• DATA LISTING
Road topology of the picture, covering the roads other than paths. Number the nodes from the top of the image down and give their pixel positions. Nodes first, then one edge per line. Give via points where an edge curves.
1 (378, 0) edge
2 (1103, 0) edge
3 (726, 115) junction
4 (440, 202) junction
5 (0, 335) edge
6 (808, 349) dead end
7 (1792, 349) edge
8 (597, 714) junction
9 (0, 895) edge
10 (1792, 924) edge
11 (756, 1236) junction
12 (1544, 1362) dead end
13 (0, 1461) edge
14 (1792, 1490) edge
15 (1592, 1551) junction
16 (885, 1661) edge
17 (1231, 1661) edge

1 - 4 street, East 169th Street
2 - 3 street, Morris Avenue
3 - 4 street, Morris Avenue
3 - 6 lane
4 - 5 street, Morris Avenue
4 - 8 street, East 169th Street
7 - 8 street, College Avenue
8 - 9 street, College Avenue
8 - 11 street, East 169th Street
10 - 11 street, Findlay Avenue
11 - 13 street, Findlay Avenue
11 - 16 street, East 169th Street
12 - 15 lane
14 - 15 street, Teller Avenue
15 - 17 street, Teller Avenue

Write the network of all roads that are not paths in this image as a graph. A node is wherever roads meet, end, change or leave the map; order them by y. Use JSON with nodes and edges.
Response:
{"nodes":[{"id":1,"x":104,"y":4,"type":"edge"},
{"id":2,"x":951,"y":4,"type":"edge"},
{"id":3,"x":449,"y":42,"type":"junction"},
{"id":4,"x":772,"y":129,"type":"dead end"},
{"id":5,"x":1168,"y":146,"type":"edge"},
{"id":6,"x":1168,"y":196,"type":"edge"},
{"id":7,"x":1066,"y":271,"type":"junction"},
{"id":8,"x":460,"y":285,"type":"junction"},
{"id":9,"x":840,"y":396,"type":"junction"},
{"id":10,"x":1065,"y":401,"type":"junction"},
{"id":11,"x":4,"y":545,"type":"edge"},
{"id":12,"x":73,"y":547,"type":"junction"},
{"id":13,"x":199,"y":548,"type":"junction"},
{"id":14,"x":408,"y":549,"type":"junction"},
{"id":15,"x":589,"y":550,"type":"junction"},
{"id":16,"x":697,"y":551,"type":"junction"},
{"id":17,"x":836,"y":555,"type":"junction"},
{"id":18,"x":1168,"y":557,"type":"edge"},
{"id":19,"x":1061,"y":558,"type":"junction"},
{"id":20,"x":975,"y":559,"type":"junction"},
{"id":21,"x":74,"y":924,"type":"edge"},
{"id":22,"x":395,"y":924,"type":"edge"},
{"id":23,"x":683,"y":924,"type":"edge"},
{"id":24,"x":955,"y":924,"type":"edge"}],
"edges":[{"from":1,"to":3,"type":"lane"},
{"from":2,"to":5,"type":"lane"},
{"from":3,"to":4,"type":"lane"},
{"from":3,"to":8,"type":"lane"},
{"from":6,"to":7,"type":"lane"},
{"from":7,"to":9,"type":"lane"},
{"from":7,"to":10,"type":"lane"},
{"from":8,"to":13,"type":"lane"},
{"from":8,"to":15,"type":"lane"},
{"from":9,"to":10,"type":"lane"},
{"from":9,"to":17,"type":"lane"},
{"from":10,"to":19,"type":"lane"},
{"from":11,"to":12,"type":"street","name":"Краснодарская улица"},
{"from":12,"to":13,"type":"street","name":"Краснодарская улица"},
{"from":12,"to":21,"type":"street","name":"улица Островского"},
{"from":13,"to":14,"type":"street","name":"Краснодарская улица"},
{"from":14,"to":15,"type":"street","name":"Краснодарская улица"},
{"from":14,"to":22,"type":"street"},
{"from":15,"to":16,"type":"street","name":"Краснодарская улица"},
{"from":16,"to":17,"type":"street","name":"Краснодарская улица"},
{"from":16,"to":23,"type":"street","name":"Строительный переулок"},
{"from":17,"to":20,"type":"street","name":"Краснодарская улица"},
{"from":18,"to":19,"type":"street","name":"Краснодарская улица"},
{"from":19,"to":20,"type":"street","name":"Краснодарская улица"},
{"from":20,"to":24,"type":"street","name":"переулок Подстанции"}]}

• EXERCISE
Copy each line of the records verbatim.

• WRITTEN RESPONSE
Road topology of the picture, covering the roads other than paths. Number the nodes from the top of the image down and give their pixel positions. Nodes first, then one edge per line. Give via points where an edge curves.
1 (378, 0) edge
2 (1103, 0) edge
3 (726, 115) junction
4 (440, 202) junction
5 (0, 335) edge
6 (808, 349) dead end
7 (1792, 349) edge
8 (597, 714) junction
9 (0, 895) edge
10 (1792, 924) edge
11 (756, 1236) junction
12 (1544, 1362) dead end
13 (0, 1461) edge
14 (1792, 1490) edge
15 (1592, 1551) junction
16 (885, 1661) edge
17 (1231, 1661) edge

1 - 4 street, East 169th Street
2 - 3 street, Morris Avenue
3 - 4 street, Morris Avenue
3 - 6 lane
4 - 5 street, Morris Avenue
4 - 8 street, East 169th Street
7 - 8 street, College Avenue
8 - 9 street, College Avenue
8 - 11 street, East 169th Street
10 - 11 street, Findlay Avenue
11 - 13 street, Findlay Avenue
11 - 16 street, East 169th Street
12 - 15 lane
14 - 15 street, Teller Avenue
15 - 17 street, Teller Avenue

Write the network of all roads that are not paths in this image as a graph. A node is wherever roads meet, end, change or leave the map; order them by y. Use JSON with nodes and edges.
Response:
{"nodes":[{"id":1,"x":104,"y":4,"type":"edge"},
{"id":2,"x":951,"y":4,"type":"edge"},
{"id":3,"x":449,"y":42,"type":"junction"},
{"id":4,"x":772,"y":129,"type":"dead end"},
{"id":5,"x":1168,"y":146,"type":"edge"},
{"id":6,"x":1168,"y":196,"type":"edge"},
{"id":7,"x":1066,"y":271,"type":"junction"},
{"id":8,"x":460,"y":285,"type":"junction"},
{"id":9,"x":840,"y":396,"type":"junction"},
{"id":10,"x":1065,"y":401,"type":"junction"},
{"id":11,"x":4,"y":545,"type":"edge"},
{"id":12,"x":73,"y":547,"type":"junction"},
{"id":13,"x":199,"y":548,"type":"junction"},
{"id":14,"x":408,"y":549,"type":"junction"},
{"id":15,"x":589,"y":550,"type":"junction"},
{"id":16,"x":697,"y":551,"type":"junction"},
{"id":17,"x":836,"y":555,"type":"junction"},
{"id":18,"x":1168,"y":557,"type":"edge"},
{"id":19,"x":1061,"y":558,"type":"junction"},
{"id":20,"x":975,"y":559,"type":"junction"},
{"id":21,"x":74,"y":924,"type":"edge"},
{"id":22,"x":395,"y":924,"type":"edge"},
{"id":23,"x":683,"y":924,"type":"edge"},
{"id":24,"x":955,"y":924,"type":"edge"}],
"edges":[{"from":1,"to":3,"type":"lane"},
{"from":2,"to":5,"type":"lane"},
{"from":3,"to":4,"type":"lane"},
{"from":3,"to":8,"type":"lane"},
{"from":6,"to":7,"type":"lane"},
{"from":7,"to":9,"type":"lane"},
{"from":7,"to":10,"type":"lane"},
{"from":8,"to":13,"type":"lane"},
{"from":8,"to":15,"type":"lane"},
{"from":9,"to":10,"type":"lane"},
{"from":9,"to":17,"type":"lane"},
{"from":10,"to":19,"type":"lane"},
{"from":11,"to":12,"type":"street","name":"Краснодарская улица"},
{"from":12,"to":13,"type":"street","name":"Краснодарская улица"},
{"from":12,"to":21,"type":"street","name":"улица Островского"},
{"from":13,"to":14,"type":"street","name":"Краснодарская улица"},
{"from":14,"to":15,"type":"street","name":"Краснодарская улица"},
{"from":14,"to":22,"type":"street"},
{"from":15,"to":16,"type":"street","name":"Краснодарская улица"},
{"from":16,"to":17,"type":"street","name":"Краснодарская улица"},
{"from":16,"to":23,"type":"street","name":"Строительный переулок"},
{"from":17,"to":20,"type":"street","name":"Краснодарская улица"},
{"from":18,"to":19,"type":"street","name":"Краснодарская улица"},
{"from":19,"to":20,"type":"street","name":"Краснодарская улица"},
{"from":20,"to":24,"type":"street","name":"переулок Подстанции"}]}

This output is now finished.